There’s a nice video of Sims creator Will Wright explaining the new game he’s developing, called Spore. (An edited-down version of the video, concentrating on the game play, is here. (Thanks for the lead, John!)
Very cool stuff, and I think a nice addition to the set of collateral material that gets at some of the aspects of either Croquet or Brie. A very nicely done thing to compare against
If the dominant medium of a culture defines it, what does it mean for us when TV is changing? How will it change, and how will that change us? A couple of MIT academics are discussing the former at here. Good reading, but missing the point.
Last week I described the network model we’re building for Croquet, and was asked about some security issues. I think the main security weaknesses to what I have described come from the ability to misrepresent oneself as the Introducer or as a machine responsible for a World, or to deny others access to a World or the Introducer by sending a bunch of messages to it that demand its attention. Part of the answer in both cases is to distribute the roles of Introducer and of Worlds among many machines
Today was my boss’s last day, and, ironically, my first anniversary. Julian Lombardi will be Duke’s Assistant Vice President for Academic Services and Technology Support. He’ll be responsible for the university’s IT customer service and development.
I sometimes get asked about Croquet for computing devices with lower graphics capability, such as today’s phone/PDA/iPods. I think the train of thought is that there’s so much in Croquet that could be valuable independently of the immersive 3D environment, so shouldn’t that part be available on lesser machines?
I feel it is only worthwhile to initially build Croquet – all of Croquet and only one Croquet – on machines with the best commonly available graphics capability and also on those with no visual capability whatsoever!
There were some comments to a previous entry that I thought were worth calling attention to all by themselves. The general theme of these was that of user interface and how the role of media in storytelling can inform the design of new UI paradigms. Highly appropriate for Brie.
So I’m moving those comments here. I want to keep the original page for the my attempt to define the heart of Croquet independently of UI, applications, and software distributions.
None of the previous matters if the software isn’t useful, or if we are not allowed to use the software. The former is what we’re working on, but the latter is a very complex issue. Croquet is certainly not at critical mass. It could certainly go away. However, we feel it is immune at least from licensing plays such as those that have plagued the use of proprietary systems in higher ed, or those that have fractured the Java community. As the number of users in such systems grows, attempts for controlling proprietary lock-in have been very expensive. Croquet fights this in several ways: with an open source license in which all work on Croquet itself is available to anyone; with a P2P architecture that eliminates any advantage to “controlling the servers”; and with a dynamic language that eliminates any advantage to “controlling the release.” We feel that this last will be further strengthened by upcoming work in architecture and security, to be carried out here at UW. For the general health of the community, I look forward to upcoming announcements.

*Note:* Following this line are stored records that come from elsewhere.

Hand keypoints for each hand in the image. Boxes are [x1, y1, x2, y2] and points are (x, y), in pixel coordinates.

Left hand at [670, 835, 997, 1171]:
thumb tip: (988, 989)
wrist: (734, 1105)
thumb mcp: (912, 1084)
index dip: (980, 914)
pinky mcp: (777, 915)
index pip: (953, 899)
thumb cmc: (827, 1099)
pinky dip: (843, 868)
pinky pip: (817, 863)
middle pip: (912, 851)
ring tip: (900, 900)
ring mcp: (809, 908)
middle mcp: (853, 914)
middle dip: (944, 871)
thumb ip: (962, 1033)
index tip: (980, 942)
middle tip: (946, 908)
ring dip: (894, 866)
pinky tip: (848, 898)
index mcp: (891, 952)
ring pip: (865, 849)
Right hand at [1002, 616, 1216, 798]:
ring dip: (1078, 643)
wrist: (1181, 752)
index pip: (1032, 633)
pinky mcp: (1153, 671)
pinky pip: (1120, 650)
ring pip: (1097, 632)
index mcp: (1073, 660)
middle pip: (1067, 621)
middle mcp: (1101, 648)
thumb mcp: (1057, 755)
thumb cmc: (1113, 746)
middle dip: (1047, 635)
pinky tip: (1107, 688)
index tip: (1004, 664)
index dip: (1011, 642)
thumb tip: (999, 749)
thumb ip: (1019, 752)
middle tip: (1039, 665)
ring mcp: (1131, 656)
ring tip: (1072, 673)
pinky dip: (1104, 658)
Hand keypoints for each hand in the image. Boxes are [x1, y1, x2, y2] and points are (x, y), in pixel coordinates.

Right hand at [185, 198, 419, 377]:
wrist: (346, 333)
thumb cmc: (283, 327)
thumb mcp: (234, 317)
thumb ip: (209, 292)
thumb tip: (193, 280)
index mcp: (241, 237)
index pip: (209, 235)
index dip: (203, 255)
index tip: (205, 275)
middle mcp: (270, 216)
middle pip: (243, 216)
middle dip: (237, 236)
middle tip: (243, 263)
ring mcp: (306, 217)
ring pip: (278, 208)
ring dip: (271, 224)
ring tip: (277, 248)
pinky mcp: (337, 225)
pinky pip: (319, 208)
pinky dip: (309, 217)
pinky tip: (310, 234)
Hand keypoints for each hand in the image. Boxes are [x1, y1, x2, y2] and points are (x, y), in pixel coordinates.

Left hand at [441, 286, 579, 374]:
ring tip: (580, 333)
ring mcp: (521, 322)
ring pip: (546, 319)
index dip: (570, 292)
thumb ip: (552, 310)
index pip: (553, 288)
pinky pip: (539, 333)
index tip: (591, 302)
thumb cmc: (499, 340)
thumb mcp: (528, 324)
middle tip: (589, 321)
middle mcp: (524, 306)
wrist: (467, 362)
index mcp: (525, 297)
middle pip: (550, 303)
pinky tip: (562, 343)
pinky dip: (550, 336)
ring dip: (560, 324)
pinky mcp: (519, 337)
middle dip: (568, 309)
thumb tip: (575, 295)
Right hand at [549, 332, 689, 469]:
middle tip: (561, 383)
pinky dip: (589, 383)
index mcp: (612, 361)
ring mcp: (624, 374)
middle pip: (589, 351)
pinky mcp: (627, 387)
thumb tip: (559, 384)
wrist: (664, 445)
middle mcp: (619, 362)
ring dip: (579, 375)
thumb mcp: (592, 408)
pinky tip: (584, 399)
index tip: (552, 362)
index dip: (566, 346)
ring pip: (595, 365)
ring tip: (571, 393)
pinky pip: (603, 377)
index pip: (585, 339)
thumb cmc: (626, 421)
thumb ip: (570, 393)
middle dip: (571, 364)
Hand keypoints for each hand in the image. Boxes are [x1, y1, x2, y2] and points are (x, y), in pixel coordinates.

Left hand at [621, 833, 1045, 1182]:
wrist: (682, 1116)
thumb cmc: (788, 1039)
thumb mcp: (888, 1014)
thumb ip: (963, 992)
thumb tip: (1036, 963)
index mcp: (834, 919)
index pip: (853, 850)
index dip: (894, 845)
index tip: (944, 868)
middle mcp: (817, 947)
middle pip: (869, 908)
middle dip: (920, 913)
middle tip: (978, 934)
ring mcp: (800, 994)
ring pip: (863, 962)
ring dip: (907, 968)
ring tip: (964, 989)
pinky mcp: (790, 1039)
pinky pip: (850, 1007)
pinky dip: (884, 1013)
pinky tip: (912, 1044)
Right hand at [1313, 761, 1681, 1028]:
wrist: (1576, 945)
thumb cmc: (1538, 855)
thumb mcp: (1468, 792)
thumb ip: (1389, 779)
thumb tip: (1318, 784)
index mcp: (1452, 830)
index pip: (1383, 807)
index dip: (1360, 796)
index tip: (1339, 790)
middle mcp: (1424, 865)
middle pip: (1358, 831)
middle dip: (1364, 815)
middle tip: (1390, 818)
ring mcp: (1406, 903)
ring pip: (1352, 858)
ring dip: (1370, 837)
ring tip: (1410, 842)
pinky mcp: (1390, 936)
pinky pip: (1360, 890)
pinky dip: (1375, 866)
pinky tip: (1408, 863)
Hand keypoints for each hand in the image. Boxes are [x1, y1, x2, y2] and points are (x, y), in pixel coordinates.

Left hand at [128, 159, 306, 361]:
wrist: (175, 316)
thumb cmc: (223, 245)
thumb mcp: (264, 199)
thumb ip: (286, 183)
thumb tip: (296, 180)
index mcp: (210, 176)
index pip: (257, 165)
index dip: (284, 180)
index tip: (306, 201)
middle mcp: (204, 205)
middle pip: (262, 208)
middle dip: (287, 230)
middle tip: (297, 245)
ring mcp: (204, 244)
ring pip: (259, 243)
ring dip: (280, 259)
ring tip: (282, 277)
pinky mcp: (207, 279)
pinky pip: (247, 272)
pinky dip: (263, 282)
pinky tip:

3. HOW WILL APPLICATIONS BE DEVELOPED?
(See part 1.)
It is not practical to expect users to develop applications in Squeak. There is too much to learn. But neither is it practical to expect users to develop applications in Java or ANY OTHER COMPUTER LANGUAGE. There is no way that any community of professional developers could possibly keep up with the demand that we hope for unique applications. No matter what language they used, nor even how many developers were available. There’s simply many more users — and user needs — than there are developers. As with scalability of load, we need another approach. The answer is the same: push the load to the edge of the network.
2. HOW MUCH USE CAN THE APPLICATION SUPPORT?
(See part 1.)
The architecture of Croquet is very different from that of, for example, J2EE applications. In a client-server application, one server or server “farm” must process each and every interaction initiated by the thousands or millions of users. The only thing processed on the end-user’s computer may be as little as the HTML formatting of the text and image results. Every single other computation must be handled on the big-iron servers. To double the number of users, the capacity of the servers must be doubled. It should be no surprise, then, that so much effort goes into trying to squeeze out each available computing cycle in such architectures.
When an application has state — that is, when results depend on previous results rather than simply generating static files — client-server does MUCH worse. The amount of storage required can go up much faster. In some cases the application state depends on the number of possible connections between users or between applications. The storage (and certain kinds of search-like operations) increases as the square of the number of users or applications (N^2, c.f. Metcalfe’s law). But we are particularly interested in allowing students and faculty to form their own ad-hoc groups among which to communicate and solve problems. A client-server architecture hosting such “group forming” applications would grow exponentially to the number of users (2^N, c.f. Reed’s 3rd law). With only a few users, this architecture would not work at all, no matter how (finitely) fast the servers, or what language the application is written in. (See Reed’s discussion for a surprisingly accessible treatment of value, saturation, and other issues.)